The immigrants rescued from a shipping container yesterday are Sikhs who are understood to be from Afghanistan, it has emerged.
The 35-strong group's arrival at the Port of Tilbury yesterday prompted an international investigation after one man died.
Superintendent Trevor Roe, of Essex Police, said: "The welfare and health of the people is our priority at this stage.
"Now they are well enough, our officers and colleagues from the Border Force will be speaking to them via interpreters so we can piece together what happened and how they came to be in the container.
"We now understand that they are from Afghanistan and are of the Sikh faith.
"We have had a good deal of help from partners within the local Sikh community in the Tilbury area to ensure that these poor people, who would have been through a horrific ordeal, are supported in terms of their religious and clothing needs."
A post-mortem examination into the man's death is being conducted today while the container in question is being forensically examined.
Police believe substances found in the container are cleaning chemicals which are not thought to pose any health risk.
Thirty of those found screaming and banging in the container have now been released from hospital, with the remaining four likely to be discharged today.
All will be taken care of by the Border Force in a "suitable location" once officials have finished questioning them. The Red Cross provided food and welfare for the group overnight.
The port has resumed business as usual, while police said concerns that a further container with people inside may have arrived at Purfleet were later dismissed.
The company which owns the container has not been named.

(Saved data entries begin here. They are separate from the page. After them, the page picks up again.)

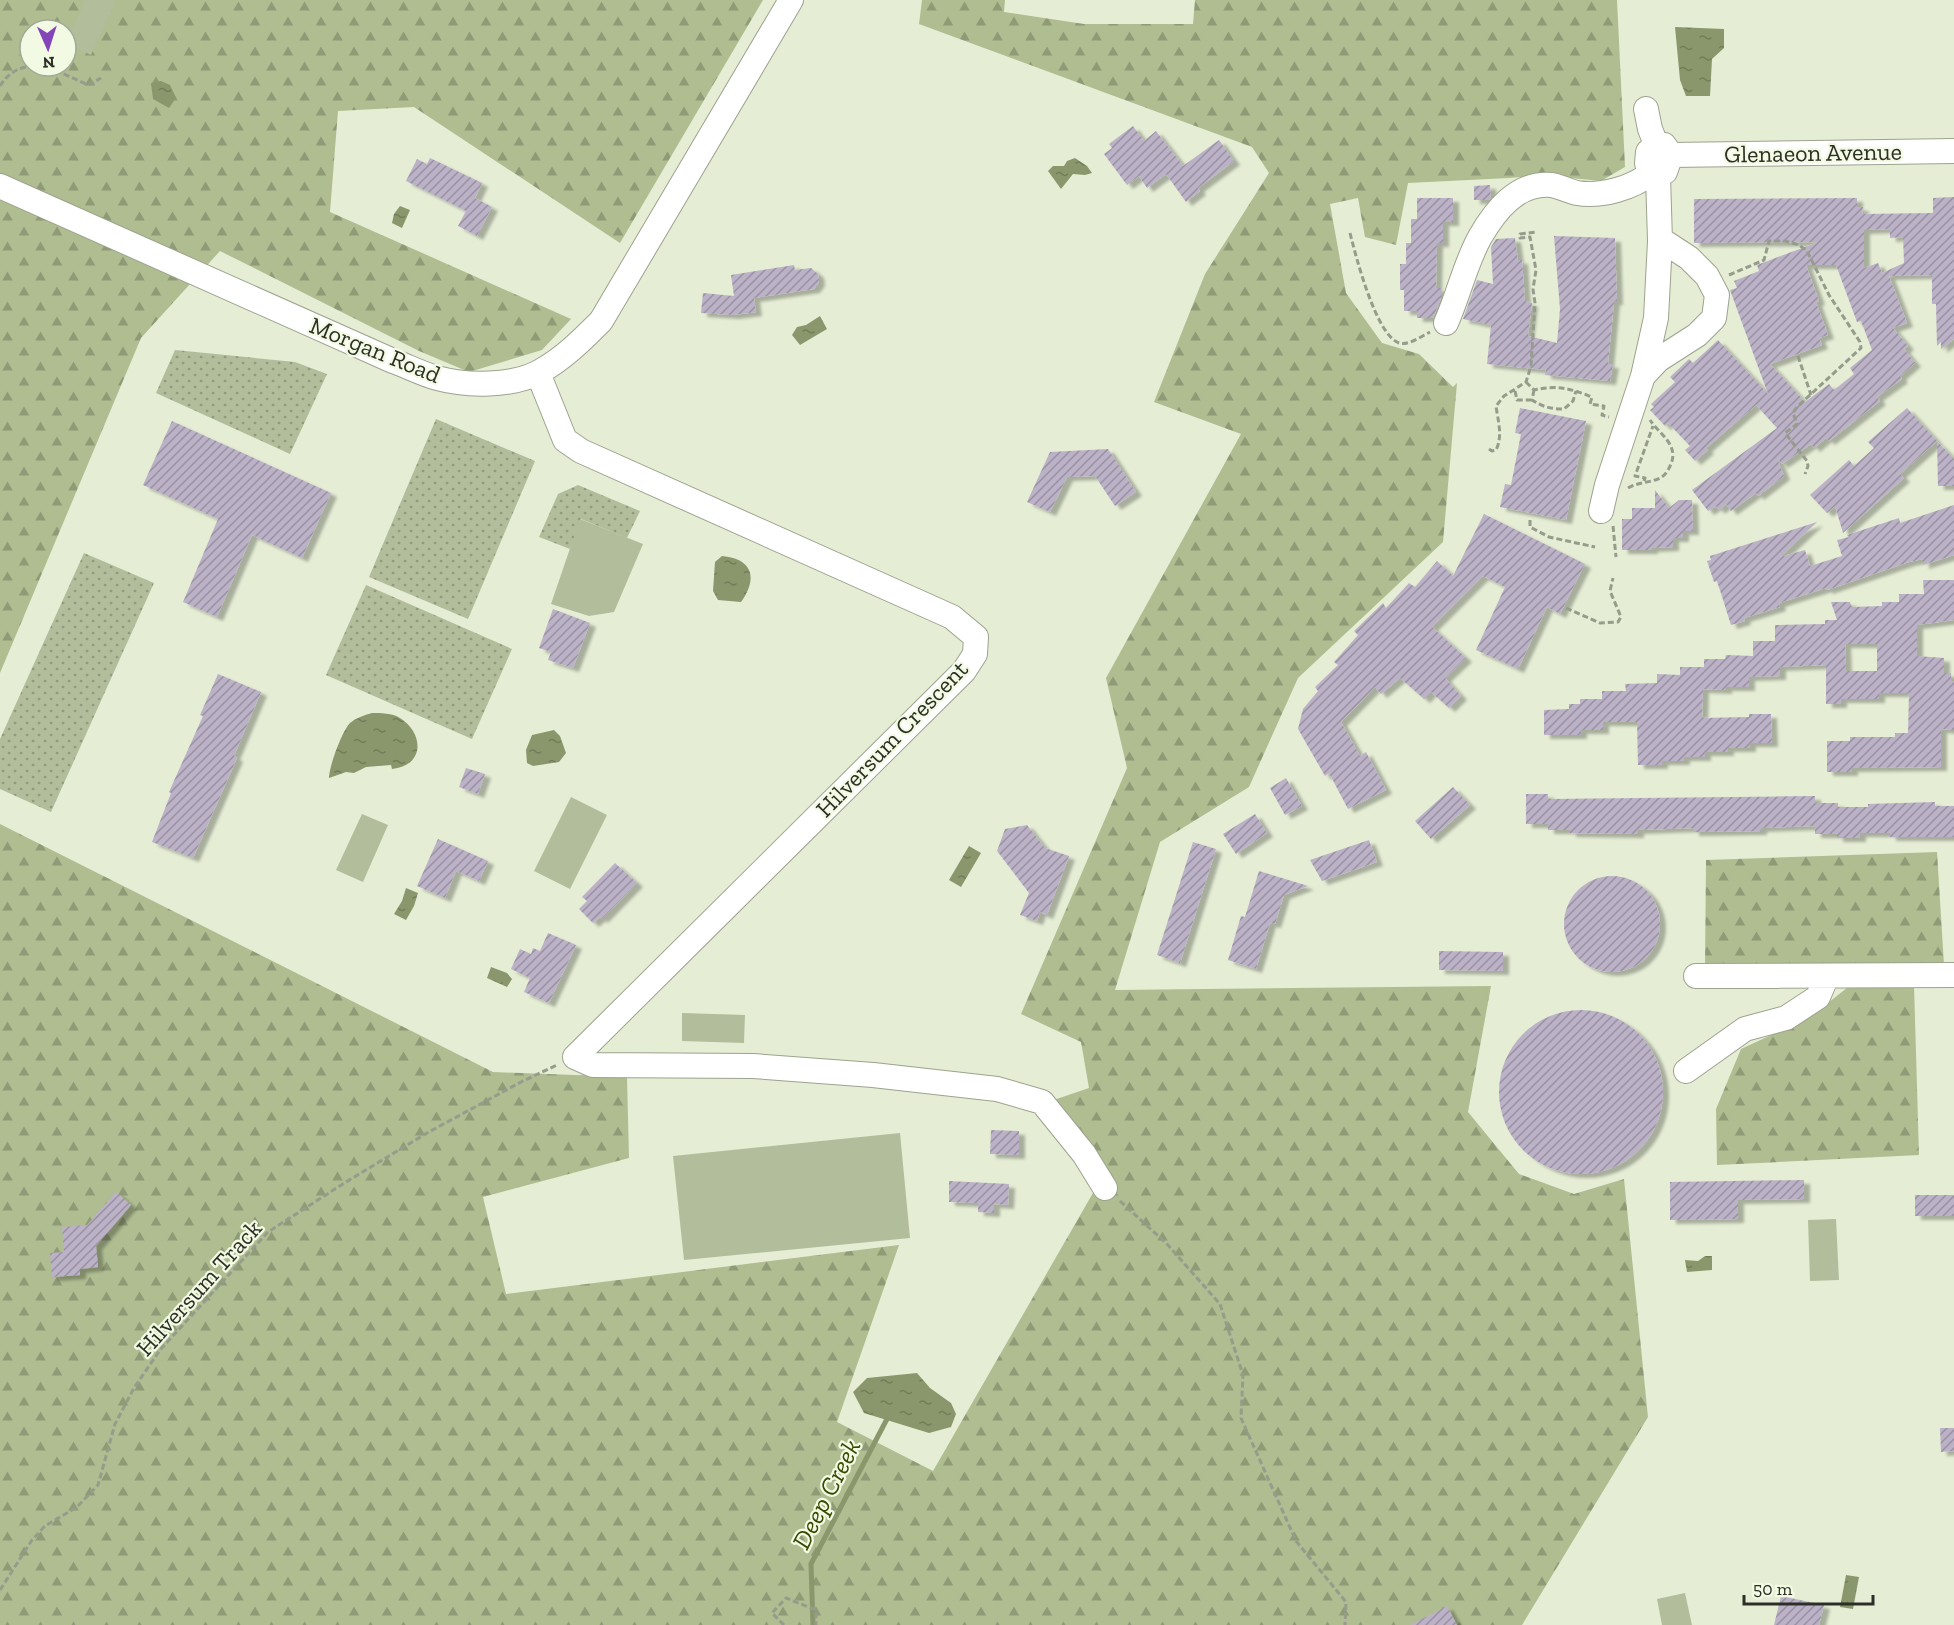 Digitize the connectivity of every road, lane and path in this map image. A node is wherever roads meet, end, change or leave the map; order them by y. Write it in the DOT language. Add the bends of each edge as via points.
graph roads {
  1 [pos="791,0"];
  2 [pos="101,78"];
  3 [pos="0,86"];
  4 [pos="1646,109"];
  5 [pos="1664,150"];
  6 [pos="1954,151"];
  7 [pos="1655,175"];
  8 [pos="0,186"];
  9 [pos="1536,232"];
  10 [pos="1350,233"];
  11 [pos="1660,241"];
  12 [pos="1726,279"];
  13 [pos="1446,323"];
  14 [pos="1798,356"];
  15 [pos="538,373"];
  16 [pos="1643,376"];
  17 [pos="1526,382"];
  18 [pos="1534,390"];
  19 [pos="1515,391"];
  20 [pos="1576,391"];
  21 [pos="1811,395"];
  22 [pos="1532,400"];
  23 [pos="1611,417"];
  24 [pos="1648,417"];
  25 [pos="1643,424"];
  26 [pos="1654,426"];
  27 [pos="1489,449"];
  28 [pos="1804,474"];
  29 [pos="1644,481"];
  30 [pos="1624,492"];
  31 [pos="1607,518"];
  32 [pos="1530,520"];
  33 [pos="1595,547"];
  34 [pos="1616,557"];
  35 [pos="1613,578"];
  36 [pos="1566,609"];
  37 [pos="1954,975"];
  38 [pos="1696,976"];
  39 [pos="1827,976"];
  40 [pos="575,1057"];
  41 [pos="1686,1071"];
  42 [pos="1106,1188"];
  43 [pos="0,1590"];
  44 [pos="784,1625"];
  45 [pos="816,1625"];
  46 [pos="1345,1625"];
  1 -- 15 [label="street, Morgan Road" via="601,321 574,349"];
  2 -- 3 [label="path" via="88,85 34,66 15,70"];
  4 -- 5 [label="street" via="1650,129"];
  5 -- 6 [label="street, Glenaeon Avenue"];
  5 -- 7 [label="street" via="1665,172"];
  7 -- 11 [label="street"];
  7 -- 13 [label="street" via="1587,194 1551,185 1531,186 1513,195 1480,237"];
  8 -- 15 [label="street, Morgan Road" via="435,378 477,385"];
  9 -- 17 [label="path" via="1520,234 1520,238 1530,237 1536,270 1534,339"];
  10 -- 13 [label="path" via="1359,269 1388,336 1406,344"];
  11 -- 16 [label="street" via="1656,318"];
  11 -- 16 [label="street" via="1689,258 1707,276 1717,295 1714,318"];
  12 -- 21 [label="path" via="1731,273 1764,260 1769,241 1785,241 1807,251 1861,348"];
  14 -- 21 [label="path"];
  15 -- 40 [label="street, Hilversum Crescent" via="565,440 581,451 952,617 976,637 975,654 964,671"];
  16 -- 31 [label="street" via="1607,484"];
  17 -- 18 [label="path"];
  17 -- 19 [label="path"];
  18 -- 20 [label="path" via="1553,387"];
  18 -- 22 [label="path"];
  19 -- 22 [label="path" via="1517,400"];
  19 -- 27 [label="path" via="1503,396 1496,406 1499,446"];
  20 -- 22 [label="path" via="1573,401 1564,409 1544,407"];
  20 -- 23 [label="path" via="1592,397 1590,404 1604,406 1602,415"];
  21 -- 28 [label="path" via="1797,407 1793,417 1797,424 1785,433 1807,461"];
  24 -- 26 [label="path"];
  25 -- 26 [label="path"];
  26 -- 29 [label="path" via="1635,476 1646,478"];
  26 -- 29 [label="path" via="1671,446 1673,459 1661,478"];
  29 -- 30 [label="path"];
  31 -- 34 [label="path"];
  32 -- 33 [label="path" via="1530,527 1549,537"];
  35 -- 36 [label="path" via="1610,591 1621,617 1618,622 1600,623"];
  37 -- 39 [label="street"];
  38 -- 39 [label="street"];
  39 -- 41 [label="street" via="1818,997 1786,1018 1745,1029"];
  40 -- 42 [label="street" via="593,1065 753,1066 997,1089 1041,1102"];
  40 -- 43 [label="path, Hilversum Track" via="520,1082 428,1133 268,1232 160,1350 115,1424 98,1485 77,1507 45,1526"];
  42 -- 46 [label="path" via="1167,1244 1220,1304 1243,1375 1241,1418 1296,1541 1346,1602"];
  44 -- 45 [label="path" via="772,1613 786,1598 816,1610"];
}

Belgian police earlier indicated that they believe the immigrants were probably already inside when it was dropped at a European port before setting sail for Britain.
Peter De Waele, spokesman for the Federal Police in Belgium, said it appeared to be "impossible" for the 35 men, women and children to be loaded into the unit in the time it was at Zeebrugge, a port in the north of the country.
He said investigators have been combing CCTV and are "very hopeful" that they can track down the driver and company of the vehicle that deposited the container.
De Waele told the Press Association each container is captured on camera and their seals are subject to "very strict" controls.
He said: "We saw that this container was there for one hour in all in an area where there is a lot of cameras, a lot of people and a lot of cars driving. It was around 6pm so it wasn't dark.
"We think that the possibility [is that] the victims were already on the container before it was put down in Zeebrugge because in that area it is rather impossible to put 35 people in that container.
"That is not exact information. I think the investigation has to give answers to this question."
He declined to confirm whether detectives have already identified the vehicle which delivered the container to Zeebrugge.
But he added: "My colleagues told me that they were very hopeful looking at the pictures that they [could] find the company and also the driver who put the container in Zeebrugge.
"It is too early saying the driver is involved but when we find the driver we can work backwards."
De Waele added that they are working closely with Essex police and described tackling human trafficking as a "priority" in Belgium.
The container was one of around 50 on board the P&O Ferries commercial vessel the Norstream when it arrived in Essex.
The immigrants were rescued after port authorities heard noises from inside at around 6.30am yesterday.
Bhai Amrik Singh, chair of the Sikh Federation (UK), said: "It is a disgrace the persecution of the tiny minority of Sikhs from Afghanistan has largely been ignored and it takes an incident like this to remind us all that they are also being exploited by human traffickers."